Stored items from a collection –
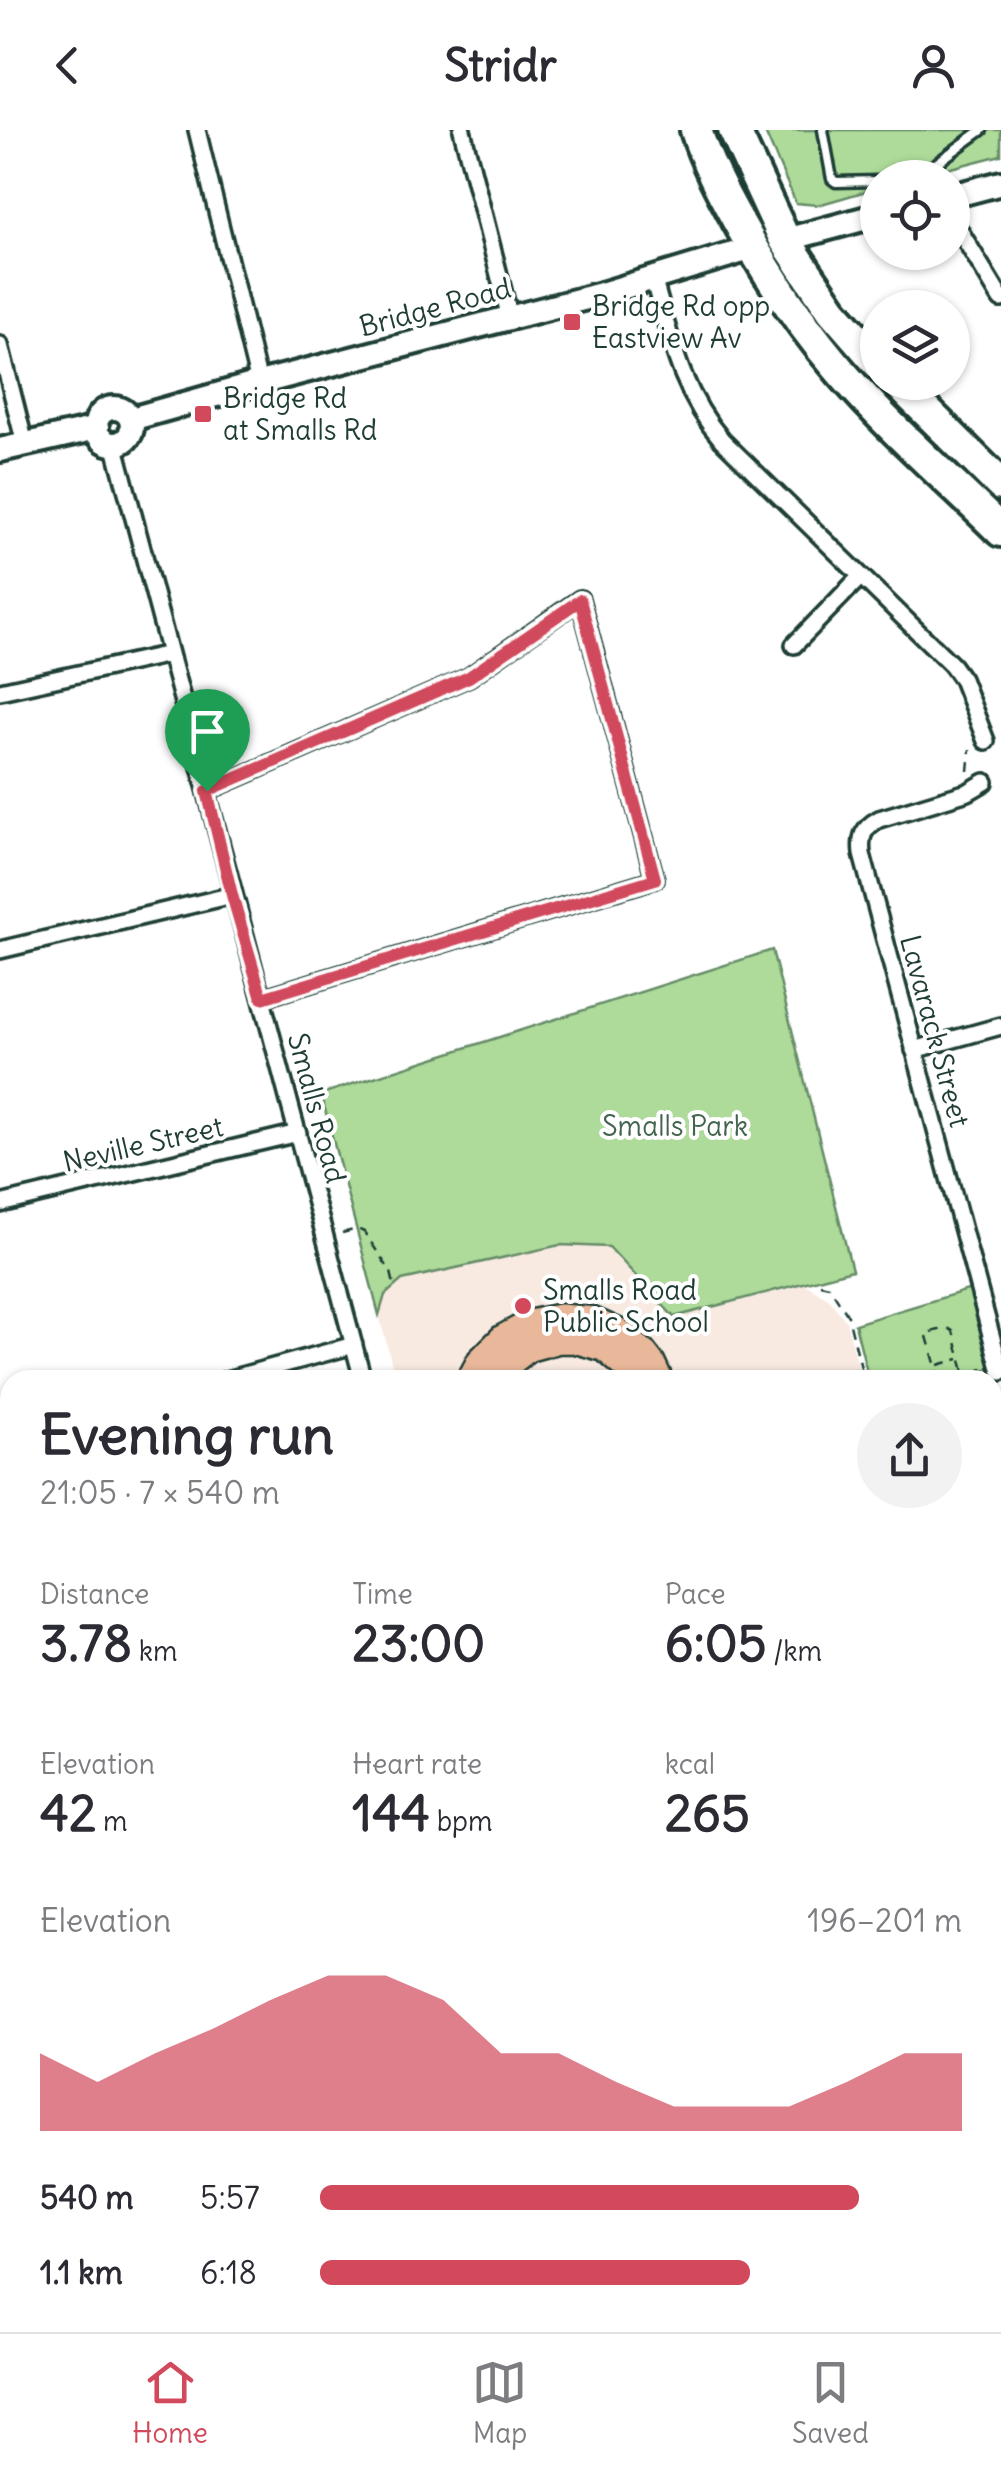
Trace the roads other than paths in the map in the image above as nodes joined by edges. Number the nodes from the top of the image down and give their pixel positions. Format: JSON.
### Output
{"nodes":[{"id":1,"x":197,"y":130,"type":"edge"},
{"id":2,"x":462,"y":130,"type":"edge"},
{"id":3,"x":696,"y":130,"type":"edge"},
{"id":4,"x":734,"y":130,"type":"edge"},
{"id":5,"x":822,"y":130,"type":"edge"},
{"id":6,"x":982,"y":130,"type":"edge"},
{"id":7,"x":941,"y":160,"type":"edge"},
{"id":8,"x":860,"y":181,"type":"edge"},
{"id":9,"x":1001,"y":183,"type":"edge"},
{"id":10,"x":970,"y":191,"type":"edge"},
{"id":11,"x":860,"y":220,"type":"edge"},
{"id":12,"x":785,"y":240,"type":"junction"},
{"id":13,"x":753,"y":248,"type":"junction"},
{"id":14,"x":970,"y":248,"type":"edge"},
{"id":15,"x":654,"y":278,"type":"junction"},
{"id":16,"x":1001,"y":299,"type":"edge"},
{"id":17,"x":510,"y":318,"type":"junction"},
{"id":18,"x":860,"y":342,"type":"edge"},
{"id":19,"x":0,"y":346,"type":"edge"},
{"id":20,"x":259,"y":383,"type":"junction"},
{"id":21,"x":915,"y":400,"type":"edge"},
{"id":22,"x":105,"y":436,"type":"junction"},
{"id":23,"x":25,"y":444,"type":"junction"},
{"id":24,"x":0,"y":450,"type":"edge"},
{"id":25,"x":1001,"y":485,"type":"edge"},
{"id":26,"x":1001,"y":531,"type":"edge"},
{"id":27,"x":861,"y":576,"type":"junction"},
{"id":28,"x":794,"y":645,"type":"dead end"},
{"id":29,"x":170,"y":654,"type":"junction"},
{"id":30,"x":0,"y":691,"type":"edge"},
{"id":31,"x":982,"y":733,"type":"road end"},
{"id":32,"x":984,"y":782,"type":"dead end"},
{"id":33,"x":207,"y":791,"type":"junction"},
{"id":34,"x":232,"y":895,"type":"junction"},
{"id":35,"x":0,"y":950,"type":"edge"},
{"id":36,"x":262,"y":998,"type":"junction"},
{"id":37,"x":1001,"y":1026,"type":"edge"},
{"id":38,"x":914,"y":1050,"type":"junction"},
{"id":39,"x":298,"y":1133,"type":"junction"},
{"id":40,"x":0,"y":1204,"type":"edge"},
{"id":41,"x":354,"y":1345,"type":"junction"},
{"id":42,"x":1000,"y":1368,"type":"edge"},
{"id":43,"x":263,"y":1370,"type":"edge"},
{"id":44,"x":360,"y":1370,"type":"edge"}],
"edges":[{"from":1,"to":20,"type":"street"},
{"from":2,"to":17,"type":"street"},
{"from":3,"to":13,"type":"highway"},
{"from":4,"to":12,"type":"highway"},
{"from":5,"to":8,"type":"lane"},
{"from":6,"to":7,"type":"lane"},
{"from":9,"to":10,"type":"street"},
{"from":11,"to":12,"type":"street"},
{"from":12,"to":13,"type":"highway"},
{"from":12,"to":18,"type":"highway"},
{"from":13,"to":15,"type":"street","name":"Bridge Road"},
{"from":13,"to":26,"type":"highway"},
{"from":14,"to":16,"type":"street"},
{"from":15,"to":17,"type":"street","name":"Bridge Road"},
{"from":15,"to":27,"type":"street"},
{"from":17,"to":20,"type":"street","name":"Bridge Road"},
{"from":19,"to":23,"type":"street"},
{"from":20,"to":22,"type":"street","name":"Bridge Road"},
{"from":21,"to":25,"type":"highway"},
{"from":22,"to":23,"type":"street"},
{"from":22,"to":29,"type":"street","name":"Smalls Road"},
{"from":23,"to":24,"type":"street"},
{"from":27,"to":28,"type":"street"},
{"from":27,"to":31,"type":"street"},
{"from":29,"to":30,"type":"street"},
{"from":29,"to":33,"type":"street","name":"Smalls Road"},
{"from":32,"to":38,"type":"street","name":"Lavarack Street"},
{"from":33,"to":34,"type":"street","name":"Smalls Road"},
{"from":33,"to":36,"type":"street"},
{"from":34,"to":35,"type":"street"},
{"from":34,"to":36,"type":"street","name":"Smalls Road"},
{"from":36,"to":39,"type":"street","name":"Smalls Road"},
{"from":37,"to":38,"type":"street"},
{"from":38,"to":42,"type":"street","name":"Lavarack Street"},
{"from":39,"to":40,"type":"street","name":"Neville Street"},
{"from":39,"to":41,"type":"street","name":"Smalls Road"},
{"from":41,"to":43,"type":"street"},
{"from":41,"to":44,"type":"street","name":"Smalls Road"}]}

ASSIGNED TASK –
Only the text of the records belongs in your answer, repeated exactly; the pictures stay out.

TASK OUTPUT –
Trace the roads other than paths in the map in the image above as nodes joined by edges. Number the nodes from the top of the image down and give their pixel positions. Format: JSON.
### Output
{"nodes":[{"id":1,"x":197,"y":130,"type":"edge"},
{"id":2,"x":462,"y":130,"type":"edge"},
{"id":3,"x":696,"y":130,"type":"edge"},
{"id":4,"x":734,"y":130,"type":"edge"},
{"id":5,"x":822,"y":130,"type":"edge"},
{"id":6,"x":982,"y":130,"type":"edge"},
{"id":7,"x":941,"y":160,"type":"edge"},
{"id":8,"x":860,"y":181,"type":"edge"},
{"id":9,"x":1001,"y":183,"type":"edge"},
{"id":10,"x":970,"y":191,"type":"edge"},
{"id":11,"x":860,"y":220,"type":"edge"},
{"id":12,"x":785,"y":240,"type":"junction"},
{"id":13,"x":753,"y":248,"type":"junction"},
{"id":14,"x":970,"y":248,"type":"edge"},
{"id":15,"x":654,"y":278,"type":"junction"},
{"id":16,"x":1001,"y":299,"type":"edge"},
{"id":17,"x":510,"y":318,"type":"junction"},
{"id":18,"x":860,"y":342,"type":"edge"},
{"id":19,"x":0,"y":346,"type":"edge"},
{"id":20,"x":259,"y":383,"type":"junction"},
{"id":21,"x":915,"y":400,"type":"edge"},
{"id":22,"x":105,"y":436,"type":"junction"},
{"id":23,"x":25,"y":444,"type":"junction"},
{"id":24,"x":0,"y":450,"type":"edge"},
{"id":25,"x":1001,"y":485,"type":"edge"},
{"id":26,"x":1001,"y":531,"type":"edge"},
{"id":27,"x":861,"y":576,"type":"junction"},
{"id":28,"x":794,"y":645,"type":"dead end"},
{"id":29,"x":170,"y":654,"type":"junction"},
{"id":30,"x":0,"y":691,"type":"edge"},
{"id":31,"x":982,"y":733,"type":"road end"},
{"id":32,"x":984,"y":782,"type":"dead end"},
{"id":33,"x":207,"y":791,"type":"junction"},
{"id":34,"x":232,"y":895,"type":"junction"},
{"id":35,"x":0,"y":950,"type":"edge"},
{"id":36,"x":262,"y":998,"type":"junction"},
{"id":37,"x":1001,"y":1026,"type":"edge"},
{"id":38,"x":914,"y":1050,"type":"junction"},
{"id":39,"x":298,"y":1133,"type":"junction"},
{"id":40,"x":0,"y":1204,"type":"edge"},
{"id":41,"x":354,"y":1345,"type":"junction"},
{"id":42,"x":1000,"y":1368,"type":"edge"},
{"id":43,"x":263,"y":1370,"type":"edge"},
{"id":44,"x":360,"y":1370,"type":"edge"}],
"edges":[{"from":1,"to":20,"type":"street"},
{"from":2,"to":17,"type":"street"},
{"from":3,"to":13,"type":"highway"},
{"from":4,"to":12,"type":"highway"},
{"from":5,"to":8,"type":"lane"},
{"from":6,"to":7,"type":"lane"},
{"from":9,"to":10,"type":"street"},
{"from":11,"to":12,"type":"street"},
{"from":12,"to":13,"type":"highway"},
{"from":12,"to":18,"type":"highway"},
{"from":13,"to":15,"type":"street","name":"Bridge Road"},
{"from":13,"to":26,"type":"highway"},
{"from":14,"to":16,"type":"street"},
{"from":15,"to":17,"type":"street","name":"Bridge Road"},
{"from":15,"to":27,"type":"street"},
{"from":17,"to":20,"type":"street","name":"Bridge Road"},
{"from":19,"to":23,"type":"street"},
{"from":20,"to":22,"type":"street","name":"Bridge Road"},
{"from":21,"to":25,"type":"highway"},
{"from":22,"to":23,"type":"street"},
{"from":22,"to":29,"type":"street","name":"Smalls Road"},
{"from":23,"to":24,"type":"street"},
{"from":27,"to":28,"type":"street"},
{"from":27,"to":31,"type":"street"},
{"from":29,"to":30,"type":"street"},
{"from":29,"to":33,"type":"street","name":"Smalls Road"},
{"from":32,"to":38,"type":"street","name":"Lavarack Street"},
{"from":33,"to":34,"type":"street","name":"Smalls Road"},
{"from":33,"to":36,"type":"street"},
{"from":34,"to":35,"type":"street"},
{"from":34,"to":36,"type":"street","name":"Smalls Road"},
{"from":36,"to":39,"type":"street","name":"Smalls Road"},
{"from":37,"to":38,"type":"street"},
{"from":38,"to":42,"type":"street","name":"Lavarack Street"},
{"from":39,"to":40,"type":"street","name":"Neville Street"},
{"from":39,"to":41,"type":"street","name":"Smalls Road"},
{"from":41,"to":43,"type":"street"},
{"from":41,"to":44,"type":"street","name":"Smalls Road"}]}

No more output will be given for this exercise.